● **WHAT TO WORK ON**
Start at the line containing "ring dip: (908, 762)" and transcribe every line exactly through the end of the records below, and only those lines.

● **DATA TO EXAMINE**

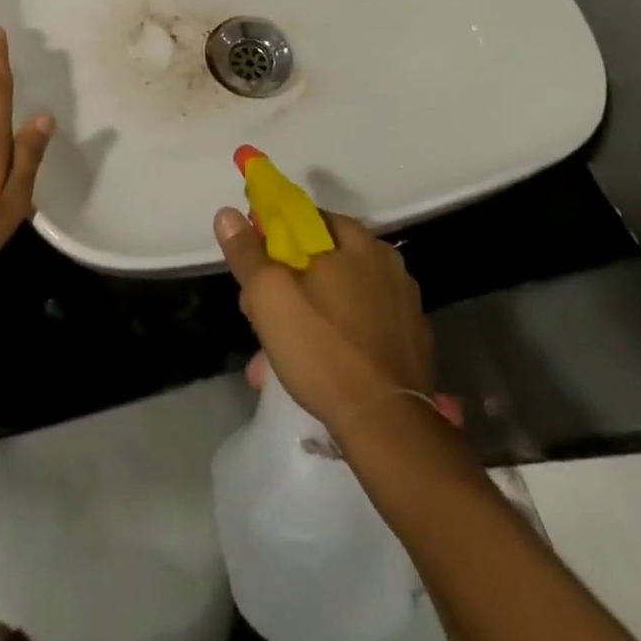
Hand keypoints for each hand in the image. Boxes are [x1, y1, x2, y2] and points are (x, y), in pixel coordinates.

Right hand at [215, 206, 435, 432]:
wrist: (388, 426)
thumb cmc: (322, 348)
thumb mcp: (269, 296)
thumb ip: (247, 253)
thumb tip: (227, 213)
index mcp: (354, 240)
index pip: (304, 218)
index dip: (273, 237)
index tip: (255, 268)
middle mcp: (385, 260)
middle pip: (322, 257)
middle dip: (287, 281)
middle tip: (262, 316)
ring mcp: (404, 302)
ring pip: (342, 293)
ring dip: (310, 311)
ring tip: (283, 350)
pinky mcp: (413, 340)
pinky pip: (364, 323)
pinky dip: (340, 334)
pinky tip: (322, 363)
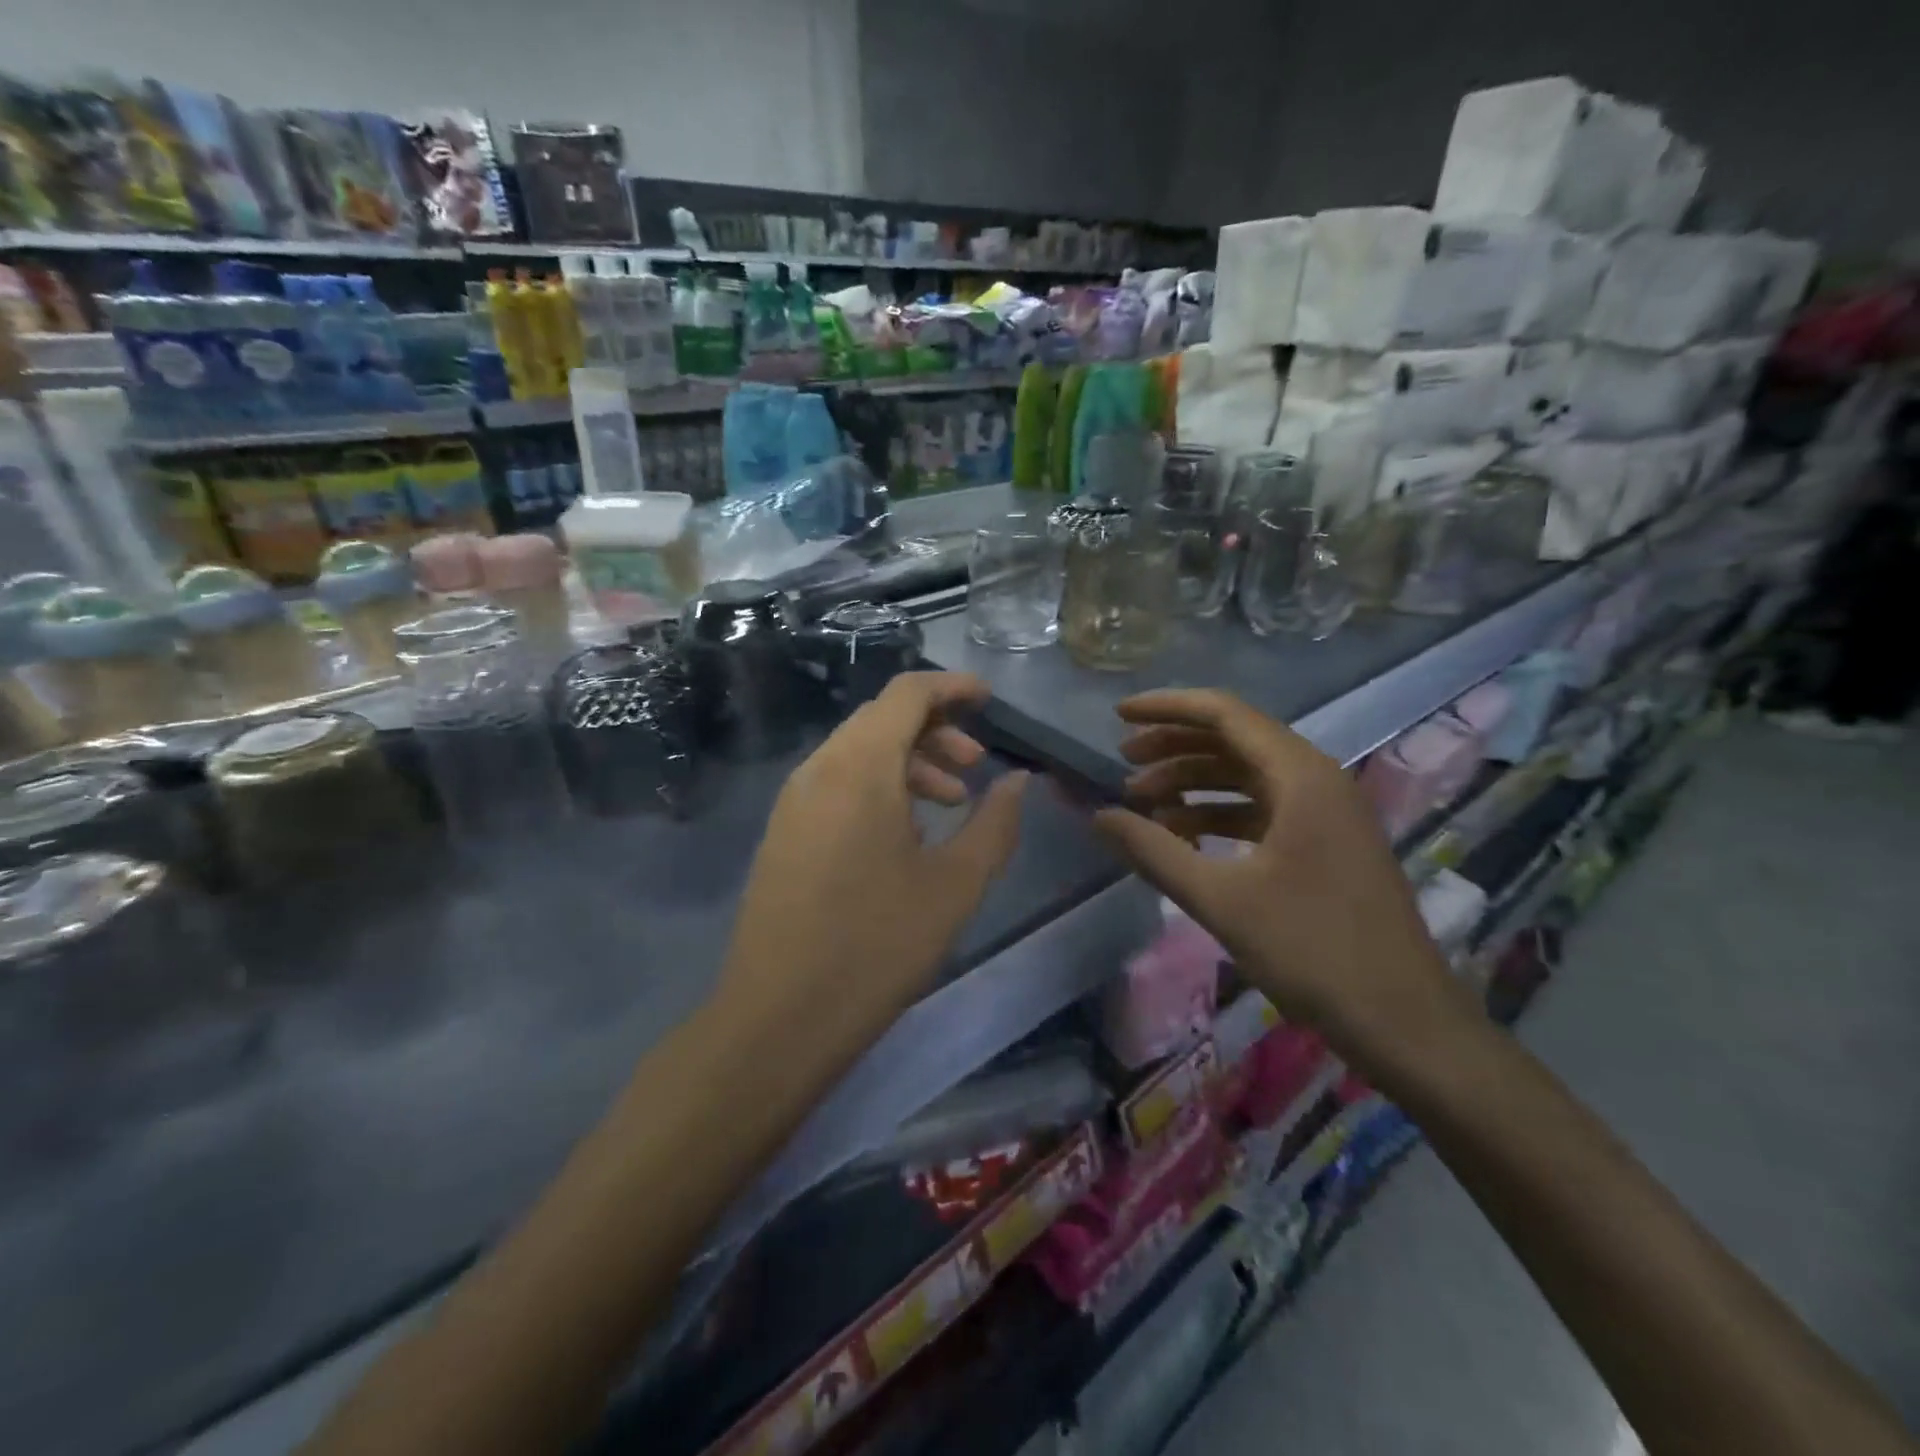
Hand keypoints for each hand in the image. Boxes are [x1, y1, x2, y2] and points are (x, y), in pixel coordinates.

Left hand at [716, 672, 1028, 1045]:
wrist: (778, 1018)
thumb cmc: (876, 946)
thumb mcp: (955, 885)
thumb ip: (995, 823)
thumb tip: (1018, 782)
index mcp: (859, 767)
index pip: (906, 693)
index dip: (952, 687)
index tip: (990, 701)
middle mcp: (818, 769)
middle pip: (881, 719)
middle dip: (935, 730)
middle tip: (976, 768)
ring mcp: (793, 801)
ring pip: (857, 752)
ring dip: (908, 762)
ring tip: (949, 804)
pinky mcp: (782, 833)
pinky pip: (836, 784)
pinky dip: (877, 787)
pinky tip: (904, 835)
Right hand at [1091, 689, 1462, 1062]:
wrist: (1404, 1022)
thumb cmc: (1312, 951)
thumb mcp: (1220, 899)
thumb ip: (1153, 850)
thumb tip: (1098, 815)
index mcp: (1301, 775)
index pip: (1223, 713)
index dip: (1166, 708)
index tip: (1117, 716)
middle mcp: (1317, 779)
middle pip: (1234, 739)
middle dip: (1174, 747)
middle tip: (1123, 765)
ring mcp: (1326, 812)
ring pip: (1247, 776)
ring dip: (1193, 783)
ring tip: (1143, 805)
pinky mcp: (1326, 843)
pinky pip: (1262, 809)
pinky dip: (1219, 813)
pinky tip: (1184, 837)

● **REPLY TO THE TASK**
ring dip: (908, 762)
ring tip: (949, 804)
pinky mcp: (782, 833)
pinky pip: (836, 784)
pinky dip: (877, 787)
pinky tip: (904, 835)
Right hand at [1091, 689, 1462, 1062]:
wrist: (1404, 1022)
thumb cmc: (1312, 951)
thumb mcp: (1220, 899)
thumb ip: (1153, 850)
thumb tip: (1098, 815)
index mcp: (1301, 775)
index pip: (1223, 713)
index dip: (1166, 708)
index tip: (1117, 716)
middle mcp: (1317, 779)
middle pip: (1234, 739)
middle dip: (1174, 747)
middle tip: (1123, 765)
ring mcp: (1326, 812)
ring pip: (1247, 776)
ring dip: (1193, 783)
ring tip: (1143, 805)
pinky mcp: (1326, 843)
pinky pip: (1262, 809)
pinky dip: (1219, 813)
pinky tip: (1184, 837)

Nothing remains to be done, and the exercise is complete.